──────── GIVEN ENTRIES ────────

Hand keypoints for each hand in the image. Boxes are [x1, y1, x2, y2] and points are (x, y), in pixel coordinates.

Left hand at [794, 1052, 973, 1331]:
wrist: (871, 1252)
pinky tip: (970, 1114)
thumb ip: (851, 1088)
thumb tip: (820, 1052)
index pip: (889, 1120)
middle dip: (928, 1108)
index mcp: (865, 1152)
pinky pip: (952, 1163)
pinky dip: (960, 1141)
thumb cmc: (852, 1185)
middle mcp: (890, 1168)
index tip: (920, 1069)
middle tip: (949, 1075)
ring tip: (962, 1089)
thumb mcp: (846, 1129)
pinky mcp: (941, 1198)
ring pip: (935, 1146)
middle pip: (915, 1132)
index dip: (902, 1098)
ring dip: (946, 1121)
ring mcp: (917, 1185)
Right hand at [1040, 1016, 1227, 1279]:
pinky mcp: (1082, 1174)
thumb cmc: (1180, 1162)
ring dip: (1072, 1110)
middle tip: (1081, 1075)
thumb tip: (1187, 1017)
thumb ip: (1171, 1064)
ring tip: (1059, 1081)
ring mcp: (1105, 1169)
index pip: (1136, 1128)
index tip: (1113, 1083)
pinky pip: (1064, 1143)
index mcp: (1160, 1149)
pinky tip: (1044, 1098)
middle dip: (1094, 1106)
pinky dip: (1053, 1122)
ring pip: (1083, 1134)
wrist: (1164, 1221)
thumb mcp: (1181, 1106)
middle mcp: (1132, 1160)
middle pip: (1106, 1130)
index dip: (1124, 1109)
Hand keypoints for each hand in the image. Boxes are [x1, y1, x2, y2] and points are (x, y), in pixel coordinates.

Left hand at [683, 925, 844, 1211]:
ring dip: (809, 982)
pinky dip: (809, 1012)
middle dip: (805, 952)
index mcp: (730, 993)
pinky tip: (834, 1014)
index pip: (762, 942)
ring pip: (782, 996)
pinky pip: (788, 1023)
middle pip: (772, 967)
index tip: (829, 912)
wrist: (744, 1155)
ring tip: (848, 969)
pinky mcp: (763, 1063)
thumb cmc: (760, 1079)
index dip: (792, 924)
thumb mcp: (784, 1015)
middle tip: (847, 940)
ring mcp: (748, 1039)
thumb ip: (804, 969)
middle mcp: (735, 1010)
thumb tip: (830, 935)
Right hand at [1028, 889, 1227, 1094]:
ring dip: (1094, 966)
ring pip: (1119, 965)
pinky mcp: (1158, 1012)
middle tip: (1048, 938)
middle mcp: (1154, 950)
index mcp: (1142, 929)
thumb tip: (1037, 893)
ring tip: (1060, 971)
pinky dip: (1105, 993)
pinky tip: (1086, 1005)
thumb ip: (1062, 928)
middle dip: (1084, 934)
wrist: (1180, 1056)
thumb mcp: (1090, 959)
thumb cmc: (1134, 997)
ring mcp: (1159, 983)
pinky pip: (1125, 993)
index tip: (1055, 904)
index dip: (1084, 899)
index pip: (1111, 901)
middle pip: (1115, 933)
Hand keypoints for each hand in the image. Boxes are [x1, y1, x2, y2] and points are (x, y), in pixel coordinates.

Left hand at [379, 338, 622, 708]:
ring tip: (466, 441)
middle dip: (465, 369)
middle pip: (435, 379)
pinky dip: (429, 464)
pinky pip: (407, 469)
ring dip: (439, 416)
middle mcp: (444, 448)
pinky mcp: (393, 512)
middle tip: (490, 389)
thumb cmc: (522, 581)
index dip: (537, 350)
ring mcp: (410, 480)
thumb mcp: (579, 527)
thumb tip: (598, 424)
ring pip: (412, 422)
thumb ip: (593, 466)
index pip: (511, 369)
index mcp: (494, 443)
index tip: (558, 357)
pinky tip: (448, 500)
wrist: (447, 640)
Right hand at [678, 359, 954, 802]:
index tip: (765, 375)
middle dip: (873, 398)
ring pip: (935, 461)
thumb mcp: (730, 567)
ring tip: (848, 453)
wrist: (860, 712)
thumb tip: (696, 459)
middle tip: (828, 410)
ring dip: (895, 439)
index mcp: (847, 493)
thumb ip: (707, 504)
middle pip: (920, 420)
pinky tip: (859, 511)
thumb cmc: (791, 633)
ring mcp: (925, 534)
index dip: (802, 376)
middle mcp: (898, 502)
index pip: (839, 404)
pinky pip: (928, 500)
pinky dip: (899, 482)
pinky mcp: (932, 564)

────────

▶ [REQUIRED ACTION]
Determine how many of the lines above include the word "Right", then give that number and nothing else.

▶ [SOLUTION TO THIS EXERCISE]
3